O nugget dos usados: US$ 7,2 bi em 2025
Uma análise do Data Intelo aponta que o mercado de jogos usados movimentou cerca de US$ 7,2 bilhões ao longo de 2025. E tem mais: o estudo prevê crescimento de 7,5% ao ano até 2034, quando o valor pode chegar a US$ 13,8 bilhões.
Agora segura essa: mais de 38% das transações de video games nos Estados Unidos ao longo do último ano envolveram um game usado. Isso vale para plataformas atuais e também para títulos retrô como NES, Genesis e PlayStation 1.
Por que isso vai além do colecionismo
Sim, colecionador é movido a nostalgia e cheirinho de plástico. Mas os números sugerem algo maior: o usado funciona como uma porta de entrada para quem quer baixar custo, experimentar jogos sem bancar preço cheio e, claro, montar biblioteca para revisitar clássicos.

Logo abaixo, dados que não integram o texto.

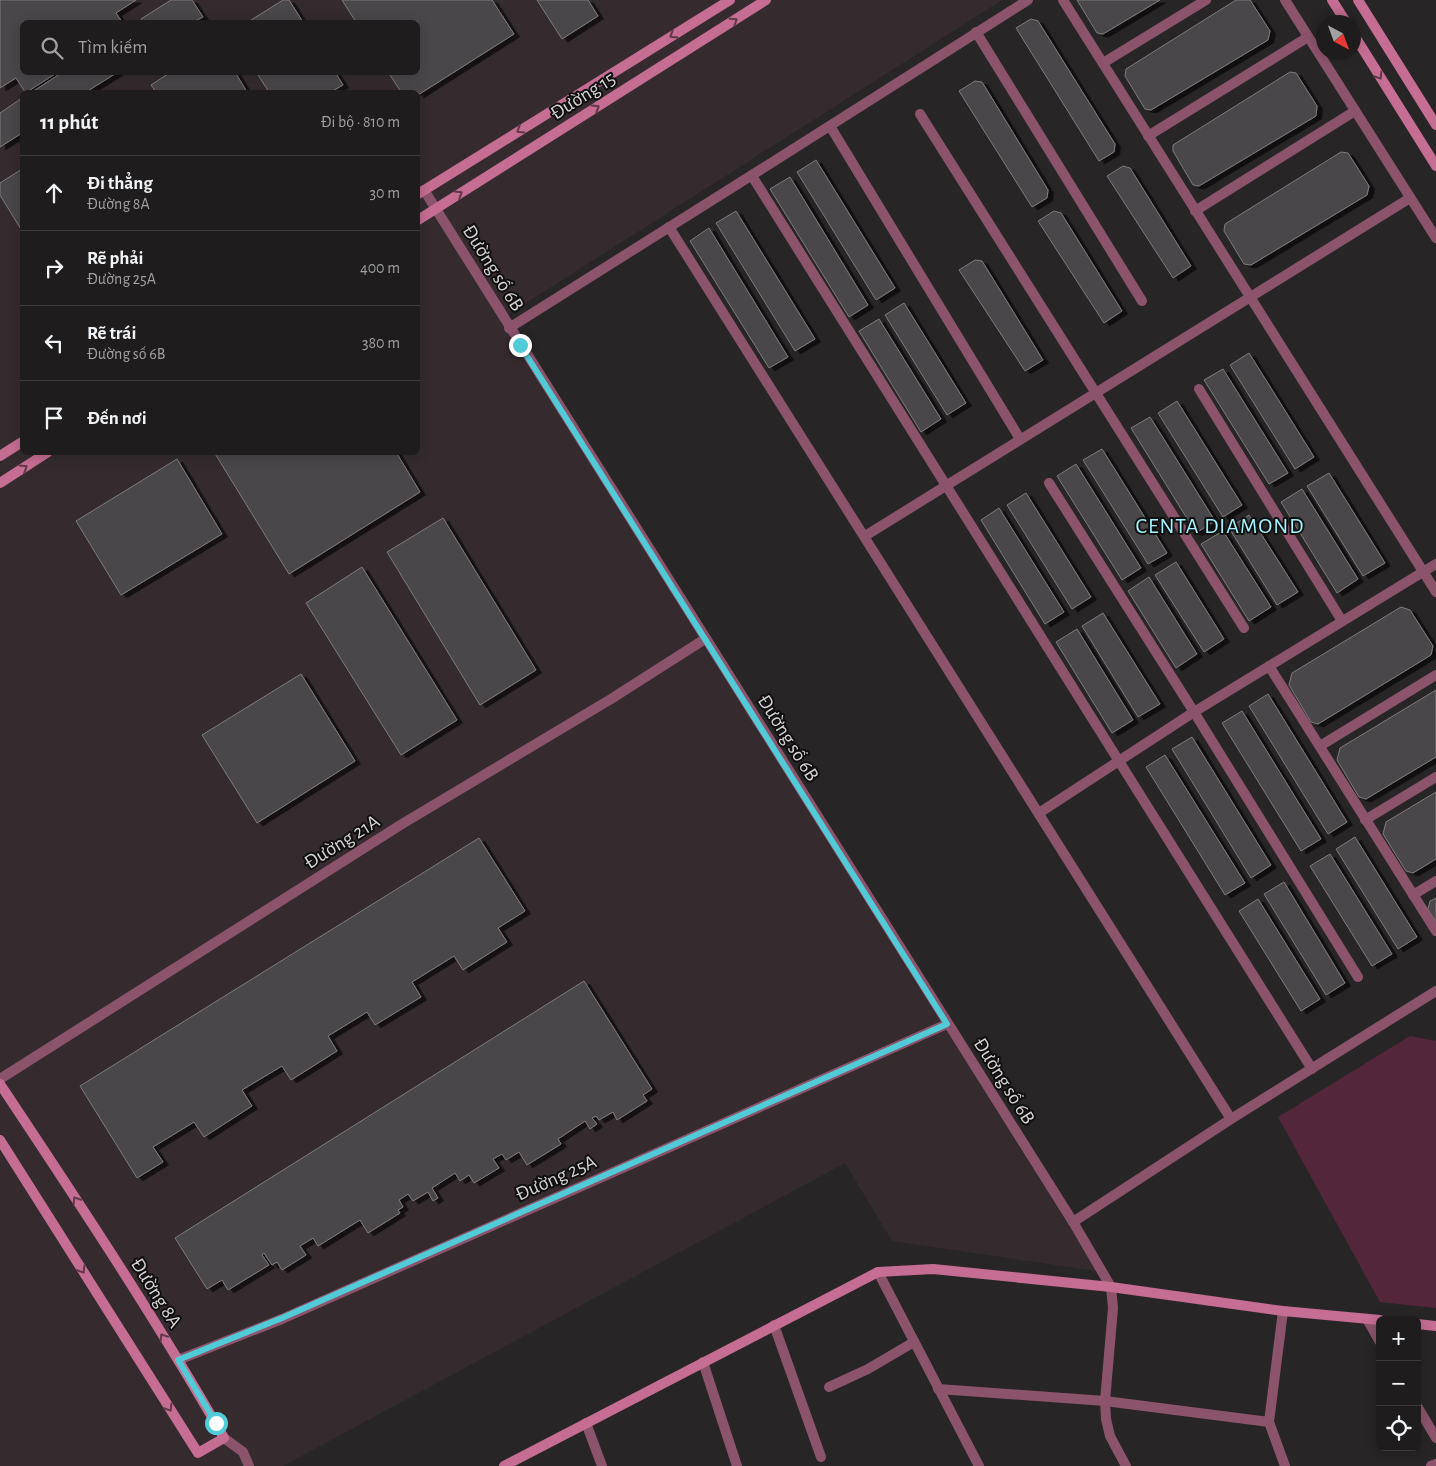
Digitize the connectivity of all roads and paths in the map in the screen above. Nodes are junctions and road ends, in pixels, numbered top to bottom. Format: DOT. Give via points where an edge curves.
graph roads {
  1 [pos="730,0"];
  2 [pos="766,0"];
  3 [pos="1028,0"];
  4 [pos="1063,0"];
  5 [pos="1206,0"];
  6 [pos="1285,0"];
  7 [pos="1332,0"];
  8 [pos="1358,0"];
  9 [pos="1342,15"];
  10 [pos="976,32"];
  11 [pos="1308,37"];
  12 [pos="1361,46"];
  13 [pos="1103,63"];
  14 [pos="1355,111"];
  15 [pos="920,114"];
  16 [pos="1436,125"];
  17 [pos="830,126"];
  18 [pos="1148,136"];
  19 [pos="1436,166"];
  20 [pos="752,176"];
  21 [pos="420,192"];
  22 [pos="1410,198"];
  23 [pos="436,208"];
  24 [pos="1195,211"];
  25 [pos="420,219"];
  26 [pos="669,227"];
  27 [pos="1436,238"];
  28 [pos="1250,296"];
  29 [pos="1142,300"];
  30 [pos="509,328"];
  31 [pos="1199,390"];
  32 [pos="1097,392"];
  33 [pos="1020,439"];
  34 [pos="20,443"];
  35 [pos="43,455"];
  36 [pos="0,456"];
  37 [pos="0,483"];
  38 [pos="1049,483"];
  39 [pos="945,486"];
  40 [pos="865,536"];
  41 [pos="1436,564"];
  42 [pos="1424,572"];
  43 [pos="1436,592"];
  44 [pos="1342,622"];
  45 [pos="1244,628"];
  46 [pos="705,639"];
  47 [pos="1269,666"];
  48 [pos="1436,675"];
  49 [pos="1194,712"];
  50 [pos="1320,746"];
  51 [pos="1119,760"];
  52 [pos="1436,777"];
  53 [pos="1039,813"];
  54 [pos="1365,820"];
  55 [pos="1436,881"];
  56 [pos="1413,895"];
  57 [pos="1436,931"];
  58 [pos="1358,977"];
  59 [pos="1436,991"];
  60 [pos="947,1024"];
  61 [pos="1312,1069"];
  62 [pos="0,1078"];
  63 [pos="0,1084"];
  64 [pos="1231,1119"];
  65 [pos="0,1140"];
  66 [pos="1073,1222"];
  67 [pos="878,1272"];
  68 [pos="1111,1287"];
  69 [pos="1283,1311"];
  70 [pos="1366,1319"];
  71 [pos="1376,1320"];
  72 [pos="1421,1324"];
  73 [pos="774,1325"];
  74 [pos="1436,1326"];
  75 [pos="1376,1335"];
  76 [pos="914,1342"];
  77 [pos="178,1360"];
  78 [pos="703,1362"];
  79 [pos="830,1387"];
  80 [pos="938,1389"];
  81 [pos="1105,1401"];
  82 [pos="1421,1413"];
  83 [pos="1269,1422"];
  84 [pos="586,1423"];
  85 [pos="224,1438"];
  86 [pos="1436,1438"];
  87 [pos="821,1457"];
  88 [pos="1436,1464"];
  89 [pos="249,1466"];
  90 [pos="504,1466"];
  91 [pos="602,1466"];
  92 [pos="737,1466"];
  93 [pos="979,1466"];
  94 [pos="1126,1466"];
  95 [pos="1285,1466"];
  96 [pos="1431,1466"];
  1 -- 21 [label="street, Đường 15, one-way"];
  23 -- 2 [label="street, Đường 15, one-way"];
  3 -- 10 [label="street"];
  4 -- 13 [label="street"];
  5 -- 13 [label="street"];
  6 -- 11 [label="street"];
  7 -- 9 [label="street"];
  8 -- 16 [label="street"];
  10 -- 17 [label="street"];
  10 -- 29 [label="street"];
  11 -- 14 [label="street"];
  11 -- 18 [label="street"];
  12 -- 19 [label="street, one-way"];
  13 -- 18 [label="street"];
  14 -- 22 [label="street"];
  14 -- 24 [label="street"];
  15 -- 32 [label="street"];
  17 -- 20 [label="street"];
  17 -- 33 [label="street"];
  18 -- 24 [label="street"];
  20 -- 26 [label="street"];
  20 -- 39 [label="street"];
  21 -- 23 [label="street, Đường số 6B"];
  22 -- 27 [label="street"];
  22 -- 28 [label="street"];
  23 -- 25 [label="street, Đường 15"];
  23 -- 30 [label="street, Đường số 6B"];
  24 -- 28 [label="street"];
  26 -- 30 [label="street"];
  26 -- 40 [label="street"];
  28 -- 32 [label="street"];
  28 -- 42 [label="street"];
  30 -- 46 [label="street, Đường số 6B"];
  31 -- 44 [label="street"];
  32 -- 33 [label="street"];
  32 -- 45 [label="street"];
  33 -- 39 [label="street"];
  34 -- 36 [label="street"];
  37 -- 35 [label="street, one-way"];
  38 -- 49 [label="street"];
  39 -- 40 [label="street"];
  39 -- 51 [label="street"];
  40 -- 53 [label="street"];
  41 -- 42 [label="street"];
  42 -- 43 [label="street"];
  42 -- 44 [label="street"];
  44 -- 47 [label="street"];
  46 -- 60 [label="street, Đường số 6B"];
  46 -- 62 [label="street, Đường 21A" via="402,824"];
  47 -- 49 [label="street"];
  47 -- 50 [label="street"];
  48 -- 50 [label="street"];
  49 -- 51 [label="street"];
  49 -- 58 [label="street"];
  50 -- 54 [label="street"];
  51 -- 53 [label="street"];
  51 -- 61 [label="street"];
  52 -- 54 [label="street"];
  53 -- 64 [label="street"];
  54 -- 56 [label="street"];
  55 -- 56 [label="street"];
  56 -- 57 [label="street"];
  59 -- 61 [label="street"];
  60 -- 66 [label="street, Đường số 6B"];
  60 -- 77 [label="street, Đường 25A" via="282,1318"];
  61 -- 64 [label="street"];
  77 -- 63 [label="street, Đường 8A, one-way"];
  64 -- 66 [label="street"];
  65 -- 85 [label="street, one-way" via="198,1453"];
  66 -- 68 [label="street, Đường số 6B"];
  67 -- 68 [label="street" via="933,1269"];
  67 -- 73 [label="street"];
  67 -- 76 [label="street"];
  68 -- 69 [label="street"];
  68 -- 81 [label="street" via="1113,1308"];
  69 -- 70 [label="street"];
  69 -- 83 [label="street"];
  70 -- 71 [label="street"];
  70 -- 75 [label="street"];
  72 -- 74 [label="street"];
  73 -- 78 [label="street"];
  73 -- 87 [label="street"];
  76 -- 79 [label="street"];
  76 -- 80 [label="street"];
  77 -- 85 [label="street, Đường 8A"];
  78 -- 84 [label="street"];
  78 -- 92 [label="street"];
  80 -- 81 [label="street"];
  80 -- 93 [label="street"];
  81 -- 83 [label="street"];
  81 -- 94 [label="street" via="1110,1436"];
  82 -- 86 [label="street"];
  83 -- 95 [label="street"];
  84 -- 90 [label="street"];
  84 -- 91 [label="street"];
  85 -- 89 [label="street" via="243,1452"];
  88 -- 96 [label="street"];
}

Outro detalhe que impressiona: jogos de console representam 42,3% de todas as movimentações de segunda mão. PC aparece em segundo lugar com 31,8%, e portáteis fecham em 25,9%. Ou seja, é um ecossistema inteiro, não um nicho só de “caçadores de relíquia”.

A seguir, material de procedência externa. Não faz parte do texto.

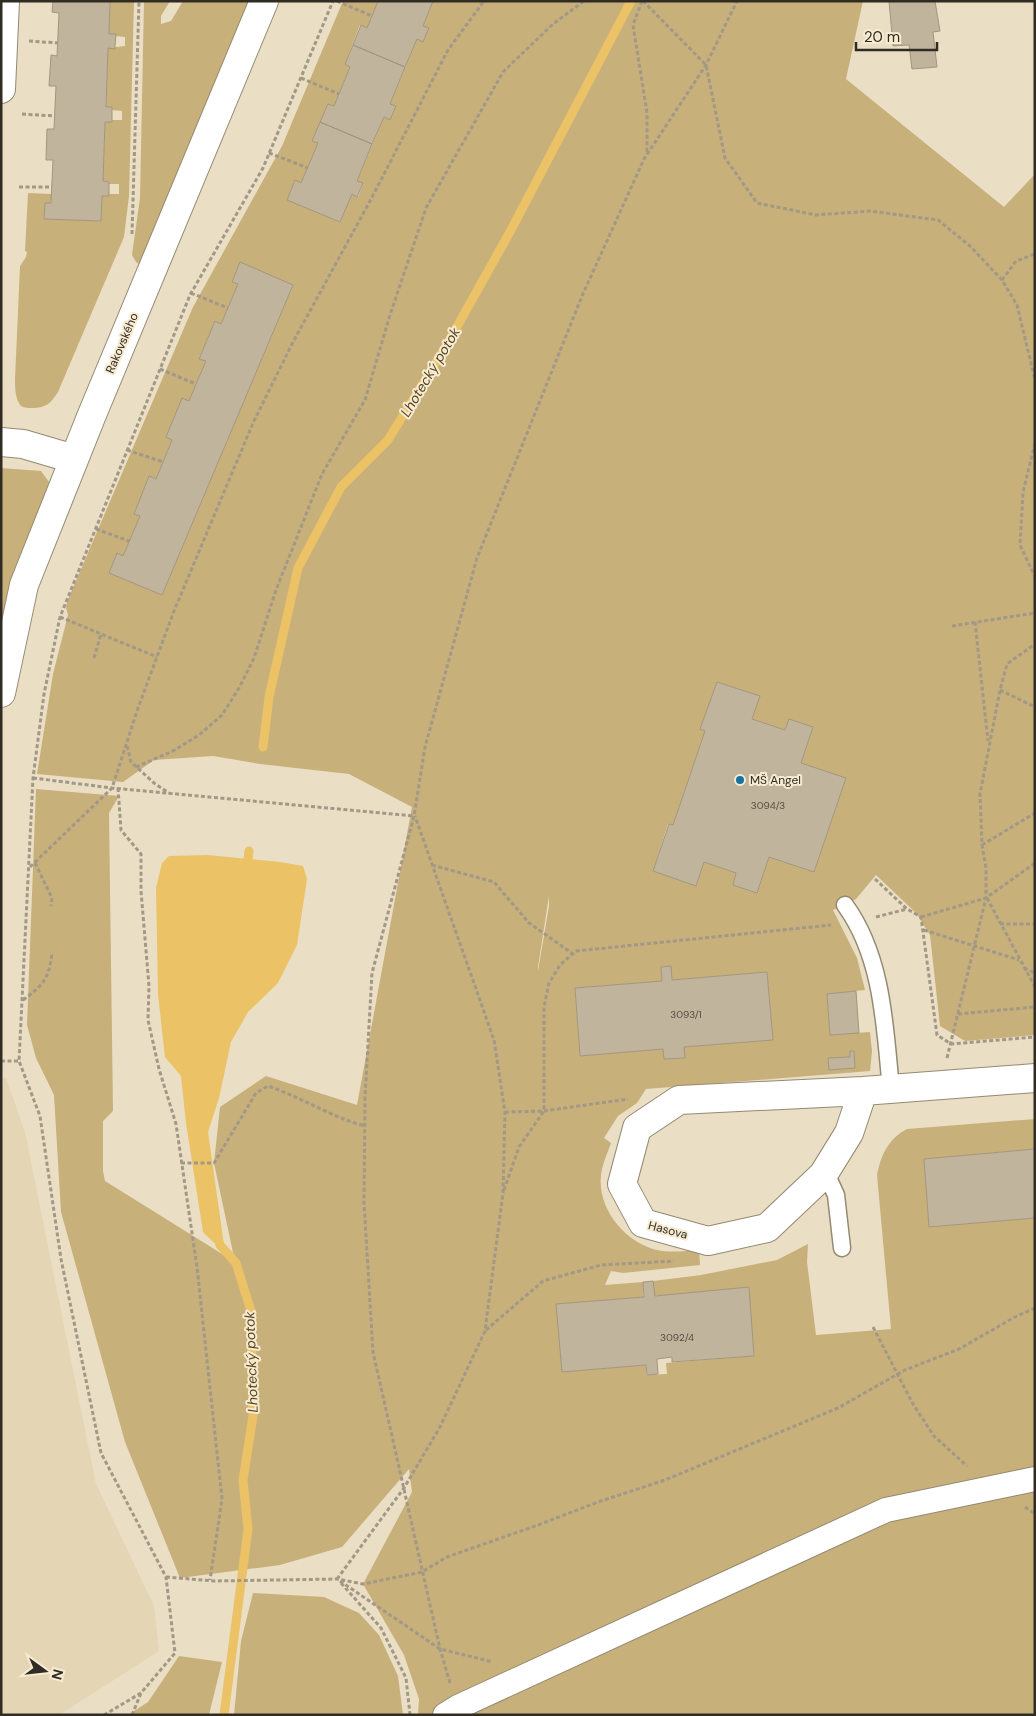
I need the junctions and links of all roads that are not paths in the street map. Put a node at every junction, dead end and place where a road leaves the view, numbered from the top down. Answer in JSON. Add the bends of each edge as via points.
{"nodes":[{"id":1,"x":5,"y":1,"type":"edge"},
{"id":2,"x":264,"y":1,"type":"edge"},
{"id":3,"x":1,"y":89,"type":"edge"},
{"id":4,"x":1,"y":442,"type":"edge"},
{"id":5,"x":74,"y":459,"type":"junction"},
{"id":6,"x":1,"y":693,"type":"edge"},
{"id":7,"x":845,"y":905,"type":"dead end"},
{"id":8,"x":1035,"y":1078,"type":"edge"},
{"id":9,"x":891,"y":1090,"type":"junction"},
{"id":10,"x":864,"y":1091,"type":"junction"},
{"id":11,"x":825,"y":1171,"type":"junction"},
{"id":12,"x":842,"y":1248,"type":"dead end"},
{"id":13,"x":1035,"y":1479,"type":"edge"},
{"id":14,"x":451,"y":1711,"type":"edge"}],
"edges":[{"from":1,"to":3,"type":"street"},
{"from":2,"to":5,"type":"street","name":"Rakovského"},
{"from":4,"to":5,"type":"street","via":[[23,444]]},
{"from":5,"to":6,"type":"street","name":"Rakovského","via":[[24,585]]},
{"from":7,"to":9,"type":"lane","via":[[857,922],[878,981]]},
{"from":8,"to":9,"type":"street","name":"Hasova"},
{"from":9,"to":10,"type":"street","name":"Hasova"},
{"from":10,"to":11,"type":"street","name":"Hasova","via":[[850,1133]]},
{"from":10,"to":11,"type":"street","name":"Hasova","via":[[679,1100],[637,1128],[622,1184],[643,1224],[708,1241],[766,1228]]},
{"from":11,"to":12,"type":"lane","via":[[836,1195]]},
{"from":13,"to":14,"type":"street","via":[[886,1510]]}]}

PlayStation e o efeito dominó da mídia física
O tema fica ainda mais quente com o anúncio da PlayStation de encerrar a fabricação de mídias físicas. A partir de 2028, a Sony deve passar a distribuir jogos apenas em formato digital, seguindo a tendência de abandonar discos no longo prazo.
Na prática, isso pode mexer direto na oferta de usados, já que o mercado vive de reposição: menos mídia física fabricada, mais raridade de unidades novas e, consequentemente, pressão em preços no mercado secundário. Para referência de cenário de distribuição e histórico de políticas, vale olhar também a página sobre a PlayStation no Wikipedia.

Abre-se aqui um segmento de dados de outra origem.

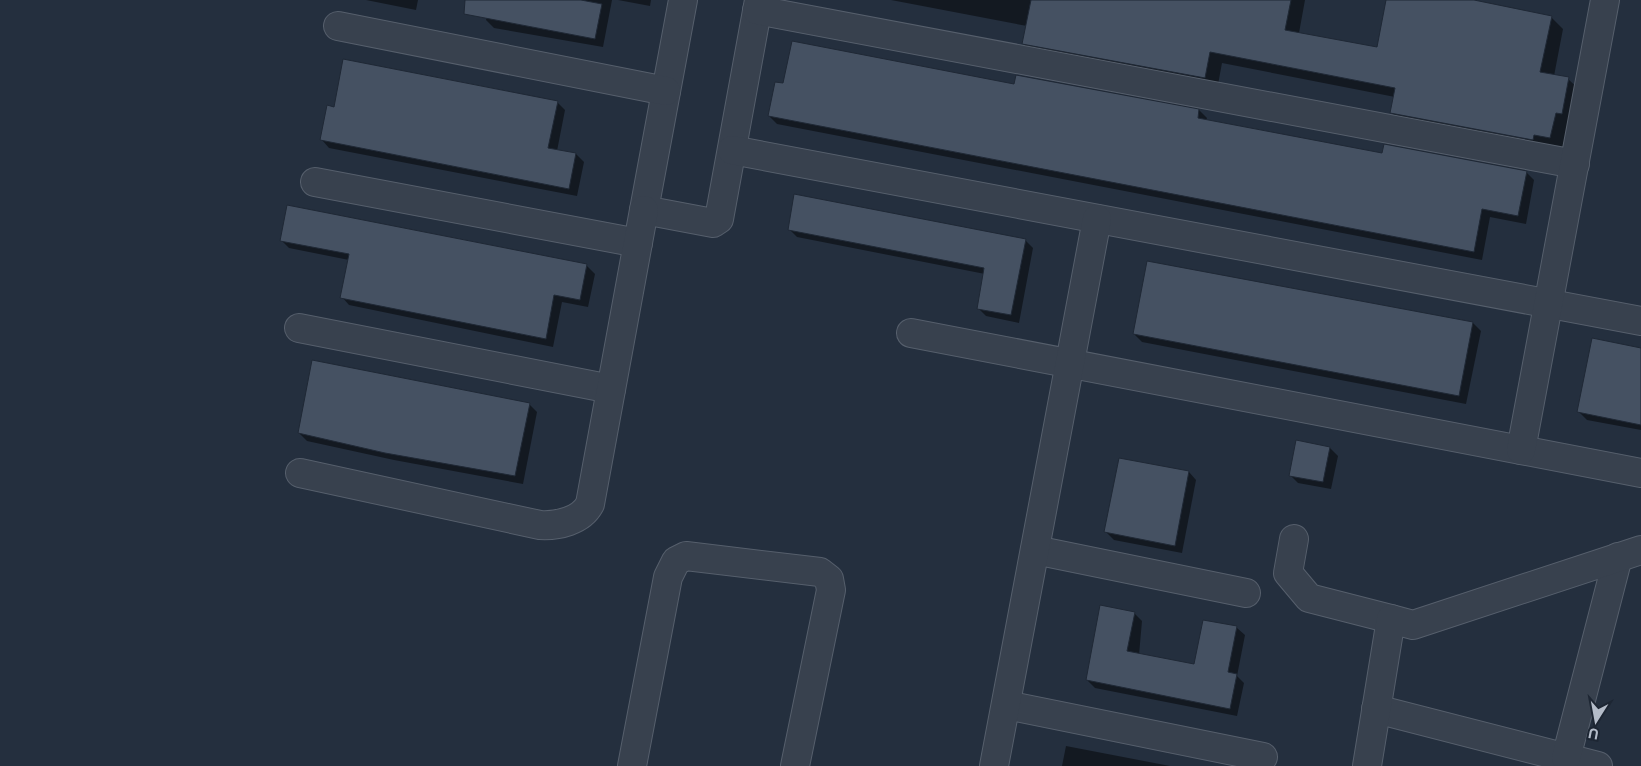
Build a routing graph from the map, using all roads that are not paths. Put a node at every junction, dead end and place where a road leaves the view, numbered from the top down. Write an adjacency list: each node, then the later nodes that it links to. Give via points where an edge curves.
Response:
1 (683, 0): 5 (street)
2 (1605, 0): 7 (street)
3 (758, 5): 6 (street); 7 (street)
4 (338, 26): 5 (street)
5 (666, 91): 9 (street)
6 (732, 150): 9 (street, via 719,219 715,222); 10 (street)
7 (1575, 164): 12 (street)
8 (314, 182): 11 (street)
9 (644, 210): 11 (street)
10 (1097, 219): 12 (street); 16 (street)
11 (638, 243): 17 (street)
12 (1549, 304): 13 (street); 18 (street)
13 (1641, 321)
14 (299, 328): 17 (street)
15 (911, 333): 16 (street)
16 (1070, 363): 18 (street); 22 (street)
17 (611, 389): 19 (street, via 590,504 584,512 567,522 540,525)
18 (1521, 450): 20 (street)
19 (300, 473)
20 (1641, 473)
21 (1294, 538): 25 (street, via 1288,573 1309,598)
22 (1035, 550): 24 (street); 26 (street)
23 (1630, 553): 25 (street, via 1413,625); 29 (street)
24 (1246, 593)
25 (1391, 619): 27 (street)
26 (1006, 705): 28 (street); 32 (street)
27 (1376, 709): 29 (street); 33 (street)
28 (1263, 757)
29 (1566, 758): 34 (street)
30 (632, 766): 31 (street, via 668,577 676,561 686,556 820,572 829,579 831,590)
31 (794, 766)
32 (994, 766)
33 (1367, 766)
34 (1598, 766)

Preservação, controle e o custo bilionário do ecossistema
O impacto não é só financeiro. Também aparece um alerta bem “nerd raiz”: preservação de software e controle de comercialização. Quando a distribuição passa a ser totalmente digital, a dependência de plataformas aumenta e a liberdade do usuário diminui, especialmente em operações tradicionais de troca e venda.
Por outro lado, a decisão da Sony não significa que todo mundo vai seguir igual na velocidade de um carregamento instantâneo. Empresas podem adotar caminhos diferentes, e o ecossistema de usados tende a encontrar novas formas de existir. Só que a pergunta é: vai ser mais “mercado orgânico” ou mais “tudo sob guarda do ecossistema”? Para entender a lógica do mercado secundário, a discussão sobre usados e preservação costuma ser ligada a empresas como a GameStop, que já comentou sobre o assunto em análises públicas da indústria.
Se você curte esse tema, também dá para acompanhar com contexto em reportagens recentes do setor, porque a tendência mexe com o futuro do colecionismo e com a forma como jogos envelhecem.
O que acontece com os usados quando o disco some?
Se em breve a mídia física virar coisa de arquivo de museu, o mercado de jogos usados vai se adaptar ou vai perder a base? Porque, no fim, o usado não é só “baratinho”: é parte da cultura gamer e do jeito que a gente mantém os jogos vivos. Qual seu palpite: digital mata o usado ou só muda o formato da briga?